ASSIGNED TASK: Return each line of the records with nothing changed, pictures excepted.
:: DATASET RECORDS ::
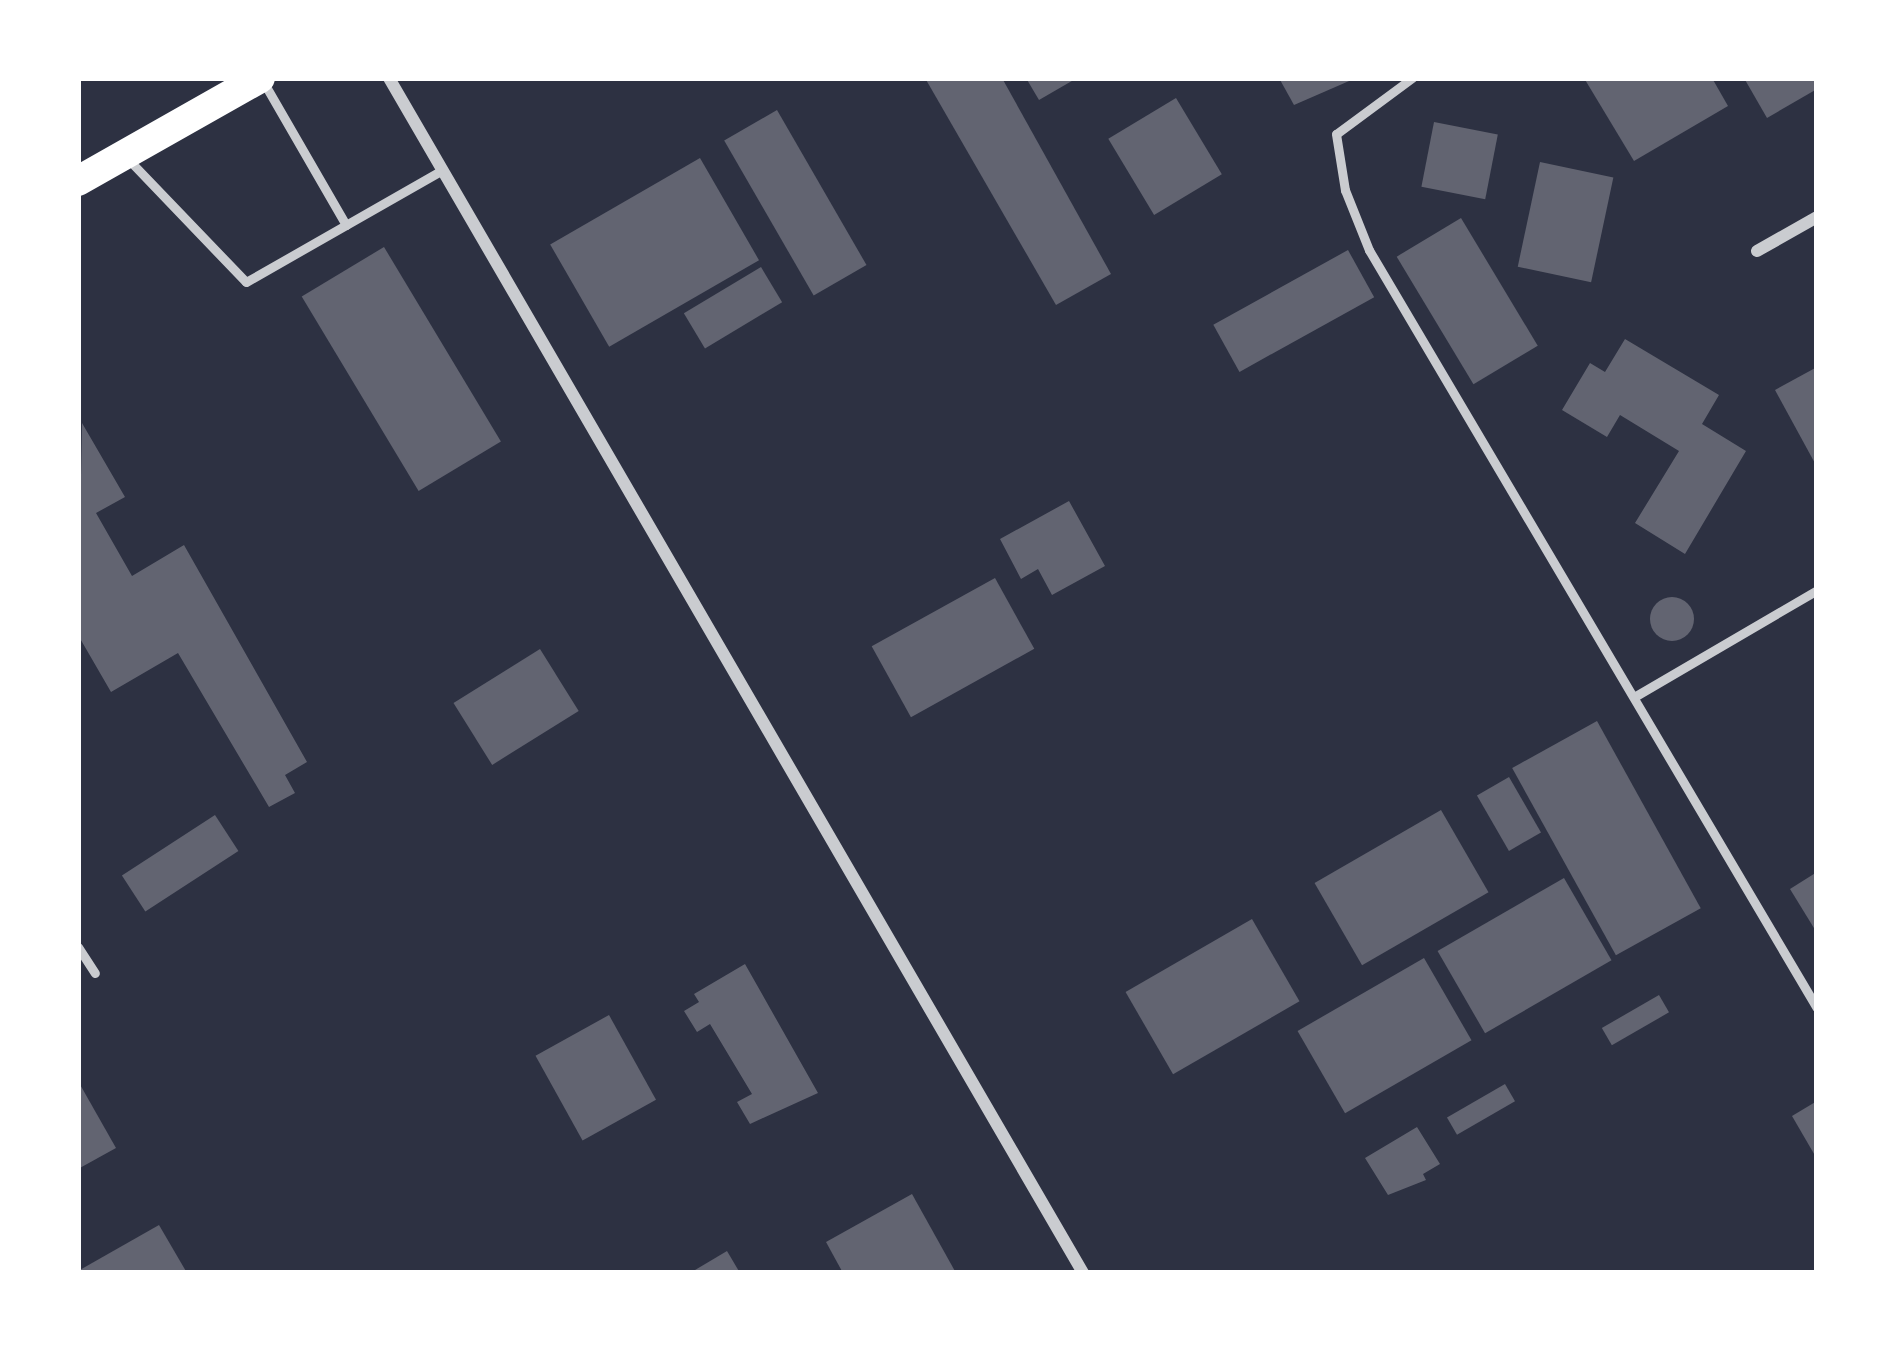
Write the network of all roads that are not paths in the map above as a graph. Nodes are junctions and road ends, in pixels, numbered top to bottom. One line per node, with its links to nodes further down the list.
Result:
1 (261, 78): 4 (main road); 8 (lane)
2 (389, 78): 5 (street)
3 (1412, 78): 11 (lane)
4 (124, 155): 6 (main road); 8 (lane)
5 (442, 170): 8 (lane); 15 (street)
6 (78, 181)
7 (1817, 217): 9 (street)
8 (346, 225)
9 (1757, 251)
10 (1817, 590): 11 (lane)
11 (1634, 697): 14 (lane)
12 (78, 947): 13 (lane)
13 (95, 973)
14 (1817, 1008)
15 (1084, 1273)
:::
ANSWER BOX:
Write the network of all roads that are not paths in the map above as a graph. Nodes are junctions and road ends, in pixels, numbered top to bottom. One line per node, with its links to nodes further down the list.
Result:
1 (261, 78): 4 (main road); 8 (lane)
2 (389, 78): 5 (street)
3 (1412, 78): 11 (lane)
4 (124, 155): 6 (main road); 8 (lane)
5 (442, 170): 8 (lane); 15 (street)
6 (78, 181)
7 (1817, 217): 9 (street)
8 (346, 225)
9 (1757, 251)
10 (1817, 590): 11 (lane)
11 (1634, 697): 14 (lane)
12 (78, 947): 13 (lane)
13 (95, 973)
14 (1817, 1008)
15 (1084, 1273)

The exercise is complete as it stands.